Saved data entries:
····················

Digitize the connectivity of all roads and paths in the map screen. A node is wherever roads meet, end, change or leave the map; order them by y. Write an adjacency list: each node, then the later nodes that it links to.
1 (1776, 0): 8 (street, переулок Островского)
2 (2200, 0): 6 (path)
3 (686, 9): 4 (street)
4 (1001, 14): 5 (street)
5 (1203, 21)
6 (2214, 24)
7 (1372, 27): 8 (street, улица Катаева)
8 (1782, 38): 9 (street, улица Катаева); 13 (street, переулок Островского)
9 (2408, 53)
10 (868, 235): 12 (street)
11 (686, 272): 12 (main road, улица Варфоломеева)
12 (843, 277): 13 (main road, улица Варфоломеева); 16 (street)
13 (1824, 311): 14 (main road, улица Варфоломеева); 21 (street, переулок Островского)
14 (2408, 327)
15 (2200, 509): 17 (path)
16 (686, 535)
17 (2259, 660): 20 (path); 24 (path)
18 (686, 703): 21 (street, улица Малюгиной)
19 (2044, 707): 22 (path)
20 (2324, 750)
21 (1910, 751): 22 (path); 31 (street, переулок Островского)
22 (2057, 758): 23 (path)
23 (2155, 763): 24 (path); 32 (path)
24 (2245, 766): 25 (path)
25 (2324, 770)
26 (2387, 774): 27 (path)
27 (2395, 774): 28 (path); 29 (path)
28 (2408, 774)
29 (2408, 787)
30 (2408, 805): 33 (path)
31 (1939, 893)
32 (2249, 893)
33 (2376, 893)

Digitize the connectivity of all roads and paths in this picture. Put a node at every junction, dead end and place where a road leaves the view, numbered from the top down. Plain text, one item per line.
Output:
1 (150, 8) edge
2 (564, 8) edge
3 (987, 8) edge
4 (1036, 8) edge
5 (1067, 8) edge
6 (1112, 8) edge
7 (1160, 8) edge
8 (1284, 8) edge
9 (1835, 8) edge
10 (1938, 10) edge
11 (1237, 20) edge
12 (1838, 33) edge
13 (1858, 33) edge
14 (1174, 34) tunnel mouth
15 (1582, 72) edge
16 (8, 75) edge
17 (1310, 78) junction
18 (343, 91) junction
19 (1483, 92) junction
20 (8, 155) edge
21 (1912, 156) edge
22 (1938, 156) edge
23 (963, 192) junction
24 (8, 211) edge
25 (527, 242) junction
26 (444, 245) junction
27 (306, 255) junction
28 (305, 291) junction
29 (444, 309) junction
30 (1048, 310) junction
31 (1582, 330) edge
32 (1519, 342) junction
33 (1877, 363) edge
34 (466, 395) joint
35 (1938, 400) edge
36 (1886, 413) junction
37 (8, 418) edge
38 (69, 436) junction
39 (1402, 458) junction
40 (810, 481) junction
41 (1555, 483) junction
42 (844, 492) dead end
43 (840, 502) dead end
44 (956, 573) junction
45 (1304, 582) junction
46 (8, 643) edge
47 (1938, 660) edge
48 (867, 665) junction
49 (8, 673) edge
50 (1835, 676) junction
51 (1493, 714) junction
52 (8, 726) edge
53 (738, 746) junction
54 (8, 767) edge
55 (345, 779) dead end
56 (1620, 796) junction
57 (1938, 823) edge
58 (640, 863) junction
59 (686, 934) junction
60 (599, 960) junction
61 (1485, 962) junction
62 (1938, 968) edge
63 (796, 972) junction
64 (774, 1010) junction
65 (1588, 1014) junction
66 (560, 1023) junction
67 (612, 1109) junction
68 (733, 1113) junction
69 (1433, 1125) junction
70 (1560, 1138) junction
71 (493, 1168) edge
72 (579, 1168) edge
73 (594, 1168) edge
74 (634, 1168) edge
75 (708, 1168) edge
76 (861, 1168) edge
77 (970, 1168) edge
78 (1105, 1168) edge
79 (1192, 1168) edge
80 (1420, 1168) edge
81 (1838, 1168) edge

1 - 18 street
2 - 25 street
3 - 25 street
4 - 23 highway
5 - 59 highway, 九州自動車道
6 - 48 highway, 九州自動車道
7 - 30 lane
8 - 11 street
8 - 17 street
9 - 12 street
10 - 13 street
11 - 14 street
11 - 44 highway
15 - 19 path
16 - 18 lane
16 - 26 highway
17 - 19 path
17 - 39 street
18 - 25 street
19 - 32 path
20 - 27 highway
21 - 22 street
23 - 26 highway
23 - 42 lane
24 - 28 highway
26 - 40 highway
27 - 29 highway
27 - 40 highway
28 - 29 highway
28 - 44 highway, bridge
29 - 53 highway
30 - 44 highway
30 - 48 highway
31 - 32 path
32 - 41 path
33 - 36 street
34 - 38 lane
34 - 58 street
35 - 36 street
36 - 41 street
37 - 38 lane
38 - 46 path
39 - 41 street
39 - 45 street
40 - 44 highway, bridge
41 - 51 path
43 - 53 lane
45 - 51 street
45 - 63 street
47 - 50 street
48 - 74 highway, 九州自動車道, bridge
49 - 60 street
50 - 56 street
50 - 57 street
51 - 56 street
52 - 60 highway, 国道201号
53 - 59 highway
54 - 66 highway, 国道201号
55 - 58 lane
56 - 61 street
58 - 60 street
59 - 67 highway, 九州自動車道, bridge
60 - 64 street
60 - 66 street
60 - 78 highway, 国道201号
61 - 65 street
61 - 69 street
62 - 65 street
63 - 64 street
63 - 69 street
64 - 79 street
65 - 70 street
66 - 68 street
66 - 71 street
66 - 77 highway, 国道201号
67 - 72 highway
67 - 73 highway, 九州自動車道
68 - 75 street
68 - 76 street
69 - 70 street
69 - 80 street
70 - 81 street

····················

__Description of the task__
Please copy out the data above exactly.

__Output__
Digitize the connectivity of all roads and paths in the map screen. A node is wherever roads meet, end, change or leave the map; order them by y. Write an adjacency list: each node, then the later nodes that it links to.
1 (1776, 0): 8 (street, переулок Островского)
2 (2200, 0): 6 (path)
3 (686, 9): 4 (street)
4 (1001, 14): 5 (street)
5 (1203, 21)
6 (2214, 24)
7 (1372, 27): 8 (street, улица Катаева)
8 (1782, 38): 9 (street, улица Катаева); 13 (street, переулок Островского)
9 (2408, 53)
10 (868, 235): 12 (street)
11 (686, 272): 12 (main road, улица Варфоломеева)
12 (843, 277): 13 (main road, улица Варфоломеева); 16 (street)
13 (1824, 311): 14 (main road, улица Варфоломеева); 21 (street, переулок Островского)
14 (2408, 327)
15 (2200, 509): 17 (path)
16 (686, 535)
17 (2259, 660): 20 (path); 24 (path)
18 (686, 703): 21 (street, улица Малюгиной)
19 (2044, 707): 22 (path)
20 (2324, 750)
21 (1910, 751): 22 (path); 31 (street, переулок Островского)
22 (2057, 758): 23 (path)
23 (2155, 763): 24 (path); 32 (path)
24 (2245, 766): 25 (path)
25 (2324, 770)
26 (2387, 774): 27 (path)
27 (2395, 774): 28 (path); 29 (path)
28 (2408, 774)
29 (2408, 787)
30 (2408, 805): 33 (path)
31 (1939, 893)
32 (2249, 893)
33 (2376, 893)

Digitize the connectivity of all roads and paths in this picture. Put a node at every junction, dead end and place where a road leaves the view, numbered from the top down. Plain text, one item per line.
Output:
1 (150, 8) edge
2 (564, 8) edge
3 (987, 8) edge
4 (1036, 8) edge
5 (1067, 8) edge
6 (1112, 8) edge
7 (1160, 8) edge
8 (1284, 8) edge
9 (1835, 8) edge
10 (1938, 10) edge
11 (1237, 20) edge
12 (1838, 33) edge
13 (1858, 33) edge
14 (1174, 34) tunnel mouth
15 (1582, 72) edge
16 (8, 75) edge
17 (1310, 78) junction
18 (343, 91) junction
19 (1483, 92) junction
20 (8, 155) edge
21 (1912, 156) edge
22 (1938, 156) edge
23 (963, 192) junction
24 (8, 211) edge
25 (527, 242) junction
26 (444, 245) junction
27 (306, 255) junction
28 (305, 291) junction
29 (444, 309) junction
30 (1048, 310) junction
31 (1582, 330) edge
32 (1519, 342) junction
33 (1877, 363) edge
34 (466, 395) joint
35 (1938, 400) edge
36 (1886, 413) junction
37 (8, 418) edge
38 (69, 436) junction
39 (1402, 458) junction
40 (810, 481) junction
41 (1555, 483) junction
42 (844, 492) dead end
43 (840, 502) dead end
44 (956, 573) junction
45 (1304, 582) junction
46 (8, 643) edge
47 (1938, 660) edge
48 (867, 665) junction
49 (8, 673) edge
50 (1835, 676) junction
51 (1493, 714) junction
52 (8, 726) edge
53 (738, 746) junction
54 (8, 767) edge
55 (345, 779) dead end
56 (1620, 796) junction
57 (1938, 823) edge
58 (640, 863) junction
59 (686, 934) junction
60 (599, 960) junction
61 (1485, 962) junction
62 (1938, 968) edge
63 (796, 972) junction
64 (774, 1010) junction
65 (1588, 1014) junction
66 (560, 1023) junction
67 (612, 1109) junction
68 (733, 1113) junction
69 (1433, 1125) junction
70 (1560, 1138) junction
71 (493, 1168) edge
72 (579, 1168) edge
73 (594, 1168) edge
74 (634, 1168) edge
75 (708, 1168) edge
76 (861, 1168) edge
77 (970, 1168) edge
78 (1105, 1168) edge
79 (1192, 1168) edge
80 (1420, 1168) edge
81 (1838, 1168) edge

1 - 18 street
2 - 25 street
3 - 25 street
4 - 23 highway
5 - 59 highway, 九州自動車道
6 - 48 highway, 九州自動車道
7 - 30 lane
8 - 11 street
8 - 17 street
9 - 12 street
10 - 13 street
11 - 14 street
11 - 44 highway
15 - 19 path
16 - 18 lane
16 - 26 highway
17 - 19 path
17 - 39 street
18 - 25 street
19 - 32 path
20 - 27 highway
21 - 22 street
23 - 26 highway
23 - 42 lane
24 - 28 highway
26 - 40 highway
27 - 29 highway
27 - 40 highway
28 - 29 highway
28 - 44 highway, bridge
29 - 53 highway
30 - 44 highway
30 - 48 highway
31 - 32 path
32 - 41 path
33 - 36 street
34 - 38 lane
34 - 58 street
35 - 36 street
36 - 41 street
37 - 38 lane
38 - 46 path
39 - 41 street
39 - 45 street
40 - 44 highway, bridge
41 - 51 path
43 - 53 lane
45 - 51 street
45 - 63 street
47 - 50 street
48 - 74 highway, 九州自動車道, bridge
49 - 60 street
50 - 56 street
50 - 57 street
51 - 56 street
52 - 60 highway, 国道201号
53 - 59 highway
54 - 66 highway, 国道201号
55 - 58 lane
56 - 61 street
58 - 60 street
59 - 67 highway, 九州自動車道, bridge
60 - 64 street
60 - 66 street
60 - 78 highway, 国道201号
61 - 65 street
61 - 69 street
62 - 65 street
63 - 64 street
63 - 69 street
64 - 79 street
65 - 70 street
66 - 68 street
66 - 71 street
66 - 77 highway, 国道201号
67 - 72 highway
67 - 73 highway, 九州自動車道
68 - 75 street
68 - 76 street
69 - 70 street
69 - 80 street
70 - 81 street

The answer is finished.